When COVID hit, all of our lives changed and so did how we care for our patients. The rules were changing by the second. No one could keep up with all the emails and meetings. We were told don’t wear a mask. No, wear a mask. Don’t let patients wear masks. Make it mandatory for patients to wear them. Stay home if you’ve been exposed. Actually, if you’ve been exposed, come to work and monitor your symptoms. You can’t work from home. Yes, work from home. It was a relentless game of tug-o-war.
I adjusted to this new routine, and it felt manageable. I was still running, still sane.
Then a psychiatric COVID unit was created directly next to my ward. People’s fears and anxieties heightened. It was as though we were harboring zombies next door. Don’t get too close, but do peek in.
I interviewed a patient face to face who tested positive two days later. This was after she and her husband had been positive weeks prior and multiple negative tests following. Suddenly there was a gross mistrust in the reliability of the test.
We were told to assume everyone we interview has been infected or is infected. Accept that and take precautions. Your risk is low if you wash your hands and don’t touch your face. Take your temperature twice a day. I learned my temperature runs on the low side. It’s a good thing we weren’t being asked to take our blood pressure daily.
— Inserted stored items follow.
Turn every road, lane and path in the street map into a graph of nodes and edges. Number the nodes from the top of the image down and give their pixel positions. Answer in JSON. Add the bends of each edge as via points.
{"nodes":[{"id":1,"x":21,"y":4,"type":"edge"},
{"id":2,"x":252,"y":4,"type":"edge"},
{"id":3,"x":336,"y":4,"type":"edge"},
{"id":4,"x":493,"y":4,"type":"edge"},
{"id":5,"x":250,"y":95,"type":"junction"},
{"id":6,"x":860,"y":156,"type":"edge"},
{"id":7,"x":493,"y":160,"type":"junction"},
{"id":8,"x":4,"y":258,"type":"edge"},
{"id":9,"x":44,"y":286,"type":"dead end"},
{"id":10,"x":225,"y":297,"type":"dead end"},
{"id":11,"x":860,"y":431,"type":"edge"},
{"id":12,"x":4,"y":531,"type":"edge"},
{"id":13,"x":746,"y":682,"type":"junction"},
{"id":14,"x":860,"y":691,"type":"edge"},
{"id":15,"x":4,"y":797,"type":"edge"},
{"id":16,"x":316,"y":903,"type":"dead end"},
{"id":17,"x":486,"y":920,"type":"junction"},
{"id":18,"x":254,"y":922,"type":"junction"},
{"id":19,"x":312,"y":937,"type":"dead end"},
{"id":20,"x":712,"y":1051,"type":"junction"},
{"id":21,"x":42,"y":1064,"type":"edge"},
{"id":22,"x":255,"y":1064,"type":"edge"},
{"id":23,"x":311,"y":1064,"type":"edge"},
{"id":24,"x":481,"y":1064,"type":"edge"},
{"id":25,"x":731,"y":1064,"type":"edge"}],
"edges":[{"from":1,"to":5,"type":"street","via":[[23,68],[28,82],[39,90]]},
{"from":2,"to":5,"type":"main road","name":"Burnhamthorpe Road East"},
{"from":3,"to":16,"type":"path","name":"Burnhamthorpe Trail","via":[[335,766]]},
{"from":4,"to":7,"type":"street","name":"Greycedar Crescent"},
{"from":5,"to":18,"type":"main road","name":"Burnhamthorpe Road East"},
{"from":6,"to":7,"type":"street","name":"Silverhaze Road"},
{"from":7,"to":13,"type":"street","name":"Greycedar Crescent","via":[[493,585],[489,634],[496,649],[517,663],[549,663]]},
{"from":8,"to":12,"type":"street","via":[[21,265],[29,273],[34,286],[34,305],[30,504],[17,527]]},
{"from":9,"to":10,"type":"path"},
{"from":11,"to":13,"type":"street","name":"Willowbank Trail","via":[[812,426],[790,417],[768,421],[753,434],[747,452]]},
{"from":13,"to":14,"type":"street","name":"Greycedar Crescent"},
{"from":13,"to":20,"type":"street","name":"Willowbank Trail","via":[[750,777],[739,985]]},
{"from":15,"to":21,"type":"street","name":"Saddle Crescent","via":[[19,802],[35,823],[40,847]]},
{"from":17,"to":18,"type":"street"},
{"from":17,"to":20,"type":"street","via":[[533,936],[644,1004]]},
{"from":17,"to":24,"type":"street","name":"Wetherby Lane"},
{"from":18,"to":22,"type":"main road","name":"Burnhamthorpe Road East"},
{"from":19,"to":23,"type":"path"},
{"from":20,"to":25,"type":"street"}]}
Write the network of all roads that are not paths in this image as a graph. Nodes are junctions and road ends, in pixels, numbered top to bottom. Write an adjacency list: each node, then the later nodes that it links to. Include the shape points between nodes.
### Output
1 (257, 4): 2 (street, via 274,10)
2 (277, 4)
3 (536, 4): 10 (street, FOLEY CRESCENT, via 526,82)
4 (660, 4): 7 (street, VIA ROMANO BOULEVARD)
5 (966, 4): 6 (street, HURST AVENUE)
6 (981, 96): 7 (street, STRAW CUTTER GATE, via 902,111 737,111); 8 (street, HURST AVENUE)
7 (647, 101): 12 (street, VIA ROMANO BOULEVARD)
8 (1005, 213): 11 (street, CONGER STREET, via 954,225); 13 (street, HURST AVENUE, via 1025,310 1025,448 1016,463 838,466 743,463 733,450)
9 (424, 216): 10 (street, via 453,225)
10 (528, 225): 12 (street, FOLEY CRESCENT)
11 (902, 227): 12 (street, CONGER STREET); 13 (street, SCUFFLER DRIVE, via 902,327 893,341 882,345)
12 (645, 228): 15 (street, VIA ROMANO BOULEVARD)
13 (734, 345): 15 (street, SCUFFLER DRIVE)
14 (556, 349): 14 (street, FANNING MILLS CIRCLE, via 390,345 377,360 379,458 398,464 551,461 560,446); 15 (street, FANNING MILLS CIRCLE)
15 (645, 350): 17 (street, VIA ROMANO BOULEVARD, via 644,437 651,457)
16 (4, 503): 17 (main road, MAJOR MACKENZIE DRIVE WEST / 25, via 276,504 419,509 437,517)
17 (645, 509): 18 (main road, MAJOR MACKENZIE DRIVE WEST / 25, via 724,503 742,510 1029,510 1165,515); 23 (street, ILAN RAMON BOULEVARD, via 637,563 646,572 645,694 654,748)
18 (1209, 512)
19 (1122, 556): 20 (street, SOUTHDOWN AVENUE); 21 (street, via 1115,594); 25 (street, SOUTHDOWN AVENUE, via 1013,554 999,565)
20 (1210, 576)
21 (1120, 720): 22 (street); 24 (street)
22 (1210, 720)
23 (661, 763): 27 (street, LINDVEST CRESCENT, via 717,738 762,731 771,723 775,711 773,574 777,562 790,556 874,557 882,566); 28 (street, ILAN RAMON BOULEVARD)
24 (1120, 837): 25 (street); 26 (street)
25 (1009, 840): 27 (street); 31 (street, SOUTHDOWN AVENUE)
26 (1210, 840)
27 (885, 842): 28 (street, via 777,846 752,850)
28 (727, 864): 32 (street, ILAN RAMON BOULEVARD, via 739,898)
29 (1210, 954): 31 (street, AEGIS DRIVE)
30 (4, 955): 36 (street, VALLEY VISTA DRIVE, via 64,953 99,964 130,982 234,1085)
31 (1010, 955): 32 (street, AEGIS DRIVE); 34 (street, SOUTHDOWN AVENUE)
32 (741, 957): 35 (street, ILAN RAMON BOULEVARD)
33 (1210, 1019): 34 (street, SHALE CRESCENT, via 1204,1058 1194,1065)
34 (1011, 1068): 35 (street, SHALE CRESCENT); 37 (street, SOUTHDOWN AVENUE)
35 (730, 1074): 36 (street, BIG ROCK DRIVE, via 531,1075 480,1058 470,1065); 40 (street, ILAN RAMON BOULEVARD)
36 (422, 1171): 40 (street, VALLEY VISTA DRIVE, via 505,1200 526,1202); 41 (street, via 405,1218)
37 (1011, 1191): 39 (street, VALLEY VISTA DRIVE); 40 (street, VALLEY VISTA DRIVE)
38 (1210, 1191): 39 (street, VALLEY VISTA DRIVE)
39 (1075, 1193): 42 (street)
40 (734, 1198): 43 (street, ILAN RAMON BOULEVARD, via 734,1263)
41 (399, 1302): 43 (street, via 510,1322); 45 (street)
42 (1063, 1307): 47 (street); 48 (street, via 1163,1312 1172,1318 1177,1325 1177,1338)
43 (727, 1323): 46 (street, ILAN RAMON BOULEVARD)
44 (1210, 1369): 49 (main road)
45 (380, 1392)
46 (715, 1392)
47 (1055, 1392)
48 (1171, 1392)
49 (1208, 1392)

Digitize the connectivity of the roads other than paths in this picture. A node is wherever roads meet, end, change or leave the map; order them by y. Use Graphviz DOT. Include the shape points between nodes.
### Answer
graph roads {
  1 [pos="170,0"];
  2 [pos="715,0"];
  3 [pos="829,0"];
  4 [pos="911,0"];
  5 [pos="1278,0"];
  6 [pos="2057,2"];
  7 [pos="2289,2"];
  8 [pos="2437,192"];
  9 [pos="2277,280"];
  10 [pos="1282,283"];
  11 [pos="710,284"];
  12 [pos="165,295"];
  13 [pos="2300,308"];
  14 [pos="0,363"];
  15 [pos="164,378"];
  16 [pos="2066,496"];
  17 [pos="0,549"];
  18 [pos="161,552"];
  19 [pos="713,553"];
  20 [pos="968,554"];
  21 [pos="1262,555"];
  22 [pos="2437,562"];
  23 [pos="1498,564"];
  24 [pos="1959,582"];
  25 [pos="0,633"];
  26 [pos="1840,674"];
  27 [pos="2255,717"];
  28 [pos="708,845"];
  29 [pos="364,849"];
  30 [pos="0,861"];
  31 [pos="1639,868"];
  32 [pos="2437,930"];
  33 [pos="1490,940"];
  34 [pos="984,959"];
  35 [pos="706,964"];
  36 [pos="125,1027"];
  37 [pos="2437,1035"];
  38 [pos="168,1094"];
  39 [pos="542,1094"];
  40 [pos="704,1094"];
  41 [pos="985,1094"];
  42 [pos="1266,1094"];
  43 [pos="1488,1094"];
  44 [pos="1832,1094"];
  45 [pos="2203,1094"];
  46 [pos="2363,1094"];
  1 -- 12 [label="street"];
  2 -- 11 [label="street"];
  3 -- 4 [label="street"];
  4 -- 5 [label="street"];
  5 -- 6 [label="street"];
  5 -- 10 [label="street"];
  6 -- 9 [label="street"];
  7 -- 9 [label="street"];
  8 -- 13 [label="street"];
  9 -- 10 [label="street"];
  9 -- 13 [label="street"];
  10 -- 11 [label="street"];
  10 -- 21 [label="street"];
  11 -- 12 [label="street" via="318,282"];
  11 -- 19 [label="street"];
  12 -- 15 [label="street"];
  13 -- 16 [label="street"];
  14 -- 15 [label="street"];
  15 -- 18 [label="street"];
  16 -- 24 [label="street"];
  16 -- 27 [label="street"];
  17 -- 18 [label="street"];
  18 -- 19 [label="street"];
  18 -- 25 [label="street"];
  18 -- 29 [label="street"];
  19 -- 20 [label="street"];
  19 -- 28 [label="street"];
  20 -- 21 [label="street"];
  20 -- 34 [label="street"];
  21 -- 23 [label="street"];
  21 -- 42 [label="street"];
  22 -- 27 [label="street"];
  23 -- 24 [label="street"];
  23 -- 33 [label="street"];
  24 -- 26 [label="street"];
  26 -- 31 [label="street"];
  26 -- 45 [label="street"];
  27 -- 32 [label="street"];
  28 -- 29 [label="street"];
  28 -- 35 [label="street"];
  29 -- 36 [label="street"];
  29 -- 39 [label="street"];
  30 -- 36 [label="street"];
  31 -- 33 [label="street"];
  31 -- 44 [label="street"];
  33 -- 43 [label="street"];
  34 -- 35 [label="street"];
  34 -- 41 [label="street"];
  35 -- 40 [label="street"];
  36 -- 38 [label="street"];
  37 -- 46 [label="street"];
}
I treated a woman who reminded me of my mom. Selfless. Hardworking. Teacher. Devoted wife and mother. I watched her life crumble as the fear of COVID overpowered her mind. I watched her distraught husband unravel before her, feeling helpless, desperately searching for a way to help his fragile wife.
I watched a physician lose herself to treating COVID positive patients as her older, nervous parents cared for her two young children. I watched her husband, also a physician, completely fall apart over his inability to cure his wife.
I witnessed an older woman become directionless and purposeless when she had to stop going to work and was told to work from home. She was expected to instantly learn technologies that were of a foreign language to her. She also had to take in her elderly mother out of her NYC community where she worried for her safety.
Then I had to tell all these patients’ families they couldn’t visit. They couldn’t bring their loved ones food, comfort measures. They couldn’t independently use their smartphones to see their faces. It was another gut punch.
I learned boundaries are much harder to create and follow amid a pandemic.
Your colleagues become your closest friends and allies. They are the only people you still have social contact with. They understand what you’re going through. Somehow texting, Zooming, and calling them all hours became another tactic to maintain sanity. And, to make sure they were holding on, too.
I ran.
But all of this takes a toll on a person. When you’re spending half your day on Zoom, 95% of the time you’re staring at your own face. The self-deprecating comments are as though you’re trying to find a bandage after you’ve slit your throat, but it’s already too late. There’s no stopping the blood from gushing out. I look so tired. I need to cover these grays. Gosh, I am getting old. I have to find a better anti-aging cream. Stop looking at your hideous face. It’s one ruthless comment after another.
I wish I could have stopped thinking, but I only stopped sleeping.
I was in the hospital working. I was home working.
I took an important work call when I was in the middle of changing my son’s poopie diaper. I covered my ears to his cries when he was throwing a tantrum for my dad while I was in the middle of presenting a case conference in another room.
I watched my husband unnecessarily go to work every day while he took orders from rich white people who needed upgraded patios. I started to become resentful.
I listened to constant toxicity: Why do you need a new mask every day, you’re just a social worker? You know, COVID isn’t the worst thing you can get.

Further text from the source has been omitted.